* _Task directions_
The answer must be an exact transcription of the lines below from the first through the one containing "ring dip: (406, 101)", with the pictures left out; please add nothing else.

Start of Block

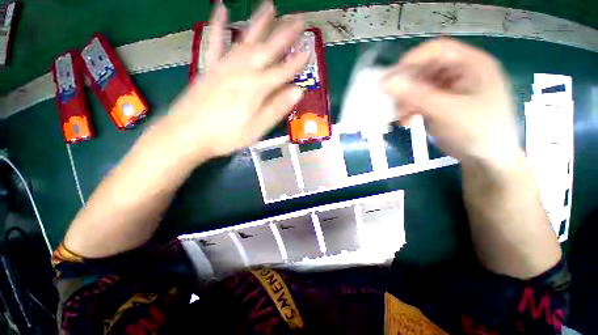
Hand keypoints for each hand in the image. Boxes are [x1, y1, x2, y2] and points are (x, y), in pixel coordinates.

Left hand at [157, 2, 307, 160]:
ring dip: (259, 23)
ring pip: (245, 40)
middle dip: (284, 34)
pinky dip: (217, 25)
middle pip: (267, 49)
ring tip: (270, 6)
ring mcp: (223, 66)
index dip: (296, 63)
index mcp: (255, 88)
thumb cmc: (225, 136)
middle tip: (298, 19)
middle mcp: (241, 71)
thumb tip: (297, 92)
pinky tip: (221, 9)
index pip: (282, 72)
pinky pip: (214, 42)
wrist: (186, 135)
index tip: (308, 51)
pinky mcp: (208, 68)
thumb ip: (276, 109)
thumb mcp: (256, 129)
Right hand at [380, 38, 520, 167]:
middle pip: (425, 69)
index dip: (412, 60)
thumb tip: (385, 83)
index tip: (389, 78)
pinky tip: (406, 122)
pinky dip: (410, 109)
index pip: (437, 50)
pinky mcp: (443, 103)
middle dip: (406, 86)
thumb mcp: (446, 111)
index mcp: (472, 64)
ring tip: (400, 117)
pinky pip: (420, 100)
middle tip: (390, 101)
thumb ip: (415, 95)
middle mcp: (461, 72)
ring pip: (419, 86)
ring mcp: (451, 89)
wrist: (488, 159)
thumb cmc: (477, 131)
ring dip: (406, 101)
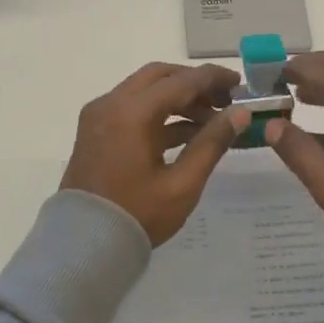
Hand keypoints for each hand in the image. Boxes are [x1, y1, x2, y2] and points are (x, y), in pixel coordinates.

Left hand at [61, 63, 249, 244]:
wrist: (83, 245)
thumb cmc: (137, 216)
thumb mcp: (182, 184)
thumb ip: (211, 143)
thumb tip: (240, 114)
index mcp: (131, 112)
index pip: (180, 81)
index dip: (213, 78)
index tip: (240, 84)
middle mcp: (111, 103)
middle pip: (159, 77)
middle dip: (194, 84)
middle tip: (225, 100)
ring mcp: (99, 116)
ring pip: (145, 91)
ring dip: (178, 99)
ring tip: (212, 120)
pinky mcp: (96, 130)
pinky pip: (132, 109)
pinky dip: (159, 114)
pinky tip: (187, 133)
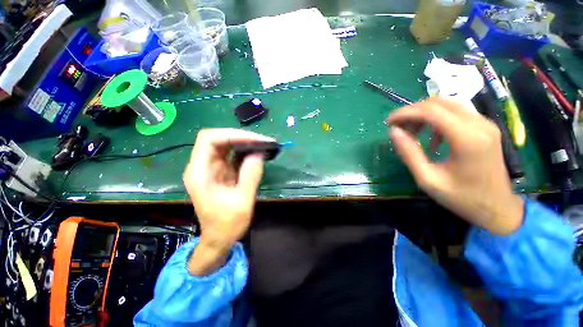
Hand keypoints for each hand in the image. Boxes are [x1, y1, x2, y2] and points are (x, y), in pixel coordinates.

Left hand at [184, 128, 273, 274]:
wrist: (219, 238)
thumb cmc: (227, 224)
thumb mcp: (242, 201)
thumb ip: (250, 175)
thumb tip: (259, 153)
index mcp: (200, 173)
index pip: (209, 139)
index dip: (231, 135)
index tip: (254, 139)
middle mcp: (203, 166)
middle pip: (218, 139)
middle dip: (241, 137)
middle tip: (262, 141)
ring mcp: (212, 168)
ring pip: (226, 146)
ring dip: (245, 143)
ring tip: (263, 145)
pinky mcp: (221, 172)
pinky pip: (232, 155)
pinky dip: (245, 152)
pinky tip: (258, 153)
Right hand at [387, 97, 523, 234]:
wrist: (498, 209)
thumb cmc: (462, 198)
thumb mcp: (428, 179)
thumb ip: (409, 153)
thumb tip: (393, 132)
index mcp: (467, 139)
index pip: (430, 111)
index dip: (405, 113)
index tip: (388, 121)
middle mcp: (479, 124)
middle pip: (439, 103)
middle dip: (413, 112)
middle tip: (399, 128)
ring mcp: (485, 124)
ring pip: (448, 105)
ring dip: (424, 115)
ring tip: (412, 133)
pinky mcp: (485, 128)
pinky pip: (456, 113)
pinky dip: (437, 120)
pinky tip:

End of Block

* _Exercise answer_
Hand keypoints for each hand in the image. Boxes are [x1, y1, x2, y2] and points are (x, y), in pixel coordinates.

Left hand at [157, 2, 307, 160]:
ring dip: (259, 23)
ring pip: (245, 40)
middle dip: (284, 34)
pinky dip: (217, 25)
middle pip: (267, 49)
ring tip: (270, 6)
ring mcp: (223, 66)
index dip: (296, 63)
index mcp: (255, 88)
thumb cmc: (225, 136)
middle tip: (298, 19)
middle mcp: (241, 71)
thumb tip: (297, 92)
pinky tip: (221, 9)
index pip: (282, 72)
pinky pip: (214, 42)
wrist: (186, 135)
index tip: (308, 51)
pinky mcp: (208, 68)
thumb ip: (276, 109)
thumb mcp: (256, 129)
Right hand at [380, 38, 520, 167]:
middle pip: (425, 69)
index dip: (412, 60)
thumb tip: (385, 83)
index tip: (389, 78)
pinky tip: (406, 122)
pinky dip: (410, 109)
index pip: (437, 50)
pinky mcp: (443, 103)
middle dip: (406, 86)
thumb mcp: (446, 111)
index mcp: (472, 64)
ring tip: (400, 117)
pinky pip: (420, 100)
middle tip: (390, 101)
thumb ip: (415, 95)
middle mcp: (461, 72)
ring pip: (419, 86)
ring mcp: (451, 89)
wrist: (488, 159)
thumb cmc: (477, 131)
ring dip: (406, 101)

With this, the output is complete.